East Asia Emerges as a Standout Region

East Asia delivered standout numbers, serving about 1.3 million customers, up 18.2% from a year earlier, with table turnover rising to 5.1 turns. Same‑store sales in the region jumped roughly 10.6%, making East Asia a key growth and profitability driver for the group.

Membership Engine Fuels Loyalty and Repeat Visits

Overseas membership grew to 9.05 million, with members contributing more than 92% of table turns, illustrating deep customer engagement. More than 20% of spending came from newly registered members, and roughly one third of member spend came from repeat customers within three months, supporting recurring demand.

Red Pomegranate Incubation Expands Brand Portfolio

Under the Red Pomegranate project, the company now operates 10 brands across 18 prototype or second‑brand stores in markets such as Canada, Indonesia, Japan and Korea. Management highlighted this incubation platform as a key lever for long‑term revenue diversification beyond the core hot pot format.

Foreign Exchange Hits Reported Net Profit

Net profit was notably affected by currency swings, with a net foreign exchange loss of about HKD 4.292 million this quarter versus a HKD 7.435 million gain last year. This roughly HKD 11.73 million adverse shift significantly dampened reported earnings, masking the underlying operational improvement.

Cash Reserves Dip on Investment Spending

Cash reserves declined to HKD 240 million from HKD 270 million at the end of 2025, a drop of around 11.1%. Management attributed the reduction mainly to investments in new stores and second‑brand development, which modestly reduced the short‑term liquidity cushion while supporting future growth.

North America Faces Weather and Ramp‑Up Challenges

In North America the company served roughly 1.0 million customers, essentially flat year over year, but same‑store sales fell about 5.1%. Table turnover slipped from 4.0 to 3.6 turns, as extreme winter weather and the early ramp‑up phase of newly opened stores weighed on performance.

Geopolitical Risks Pressure Other Regions

Other regions, including the Middle East, saw table turnover decline by 0.4 turns year over year amid geopolitical volatility. Management responded with tighter local cost controls and a more cautious stance, acknowledging heightened regional operational risk in these markets.

Lower‑Margin B2B Sales a Mixed Blessing

External sales from the central kitchen to business customers increased, but these B2B revenues carry lower gross margins than restaurant sales. Management warned that order volatility and weaker fixed‑cost absorption mean this channel, if scaled too fast, could pressure overall profitability.

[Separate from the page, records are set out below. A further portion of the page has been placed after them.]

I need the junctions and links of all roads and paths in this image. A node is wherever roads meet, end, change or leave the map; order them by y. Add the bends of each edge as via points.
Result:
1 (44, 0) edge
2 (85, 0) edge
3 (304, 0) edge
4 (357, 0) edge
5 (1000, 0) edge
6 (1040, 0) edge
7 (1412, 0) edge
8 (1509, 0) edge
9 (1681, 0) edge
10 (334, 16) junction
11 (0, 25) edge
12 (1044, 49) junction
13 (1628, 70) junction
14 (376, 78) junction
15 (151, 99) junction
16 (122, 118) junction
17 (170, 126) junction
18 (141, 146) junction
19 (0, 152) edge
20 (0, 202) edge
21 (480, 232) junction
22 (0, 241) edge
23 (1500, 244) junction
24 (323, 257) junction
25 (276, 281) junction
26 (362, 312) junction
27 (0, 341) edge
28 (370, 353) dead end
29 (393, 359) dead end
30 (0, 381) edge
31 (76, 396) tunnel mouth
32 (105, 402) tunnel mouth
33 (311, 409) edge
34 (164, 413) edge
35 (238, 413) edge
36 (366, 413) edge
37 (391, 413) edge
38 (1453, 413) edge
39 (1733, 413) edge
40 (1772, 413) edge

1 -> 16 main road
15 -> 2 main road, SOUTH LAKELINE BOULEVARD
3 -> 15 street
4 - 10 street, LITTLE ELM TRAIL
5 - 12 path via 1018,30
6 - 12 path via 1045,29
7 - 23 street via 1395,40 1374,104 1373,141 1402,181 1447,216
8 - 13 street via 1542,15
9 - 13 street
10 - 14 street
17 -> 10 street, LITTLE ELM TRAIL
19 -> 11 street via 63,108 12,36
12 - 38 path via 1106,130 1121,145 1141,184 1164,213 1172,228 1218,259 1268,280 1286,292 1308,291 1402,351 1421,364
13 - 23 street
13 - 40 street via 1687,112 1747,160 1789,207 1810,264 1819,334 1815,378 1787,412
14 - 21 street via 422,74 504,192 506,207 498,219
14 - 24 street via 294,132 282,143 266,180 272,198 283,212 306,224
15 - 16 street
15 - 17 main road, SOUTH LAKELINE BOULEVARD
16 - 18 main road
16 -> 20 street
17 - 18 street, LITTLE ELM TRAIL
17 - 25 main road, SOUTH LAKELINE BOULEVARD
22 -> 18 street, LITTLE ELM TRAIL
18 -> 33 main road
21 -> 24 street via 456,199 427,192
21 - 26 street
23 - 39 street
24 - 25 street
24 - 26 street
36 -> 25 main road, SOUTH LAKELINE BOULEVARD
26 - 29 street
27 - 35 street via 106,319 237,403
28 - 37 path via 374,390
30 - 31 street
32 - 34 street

Disciplined Approach to New Store Openings

The company opened only one new overseas Haidilao restaurant in the quarter, located in Southeast Asia, underlining its strict site selection criteria. While a double‑digit pipeline exists, there is no plan for an aggressive near‑term rollout, which may limit rapid scale benefits but supports quality control.

Seasonality and Off‑Season Demand Risks

Management flagged the entry into the traditional hot pot off‑season and region‑specific issues such as North American winter as near‑term headwinds. To counter seasonal softness, the company is leaning on menu, product and marketing initiatives designed to smooth demand throughout the year.

Guidance: Quality First, Measured Expansion Ahead

Looking ahead, management reiterated a “quality first, growth second” approach, focusing on balanced expansion, membership monetization and operational upgrades across customer experience, network, operations, new businesses and headquarters capabilities. The company plans to advance its double‑digit store pipeline and Red Pomegranate incubation while maintaining tight site selection, prudent regional cost controls and labor‑efficiency measures that protect service levels.

Super Hi’s call painted a picture of a restaurant group gaining operational traction, with healthier sales, stronger margins and rising cash flow offsetting FX noise and regional bumps. For investors, the key takeaways are a disciplined growth strategy, deepening customer loyalty and growing ancillary businesses that together support a constructive medium‑term outlook.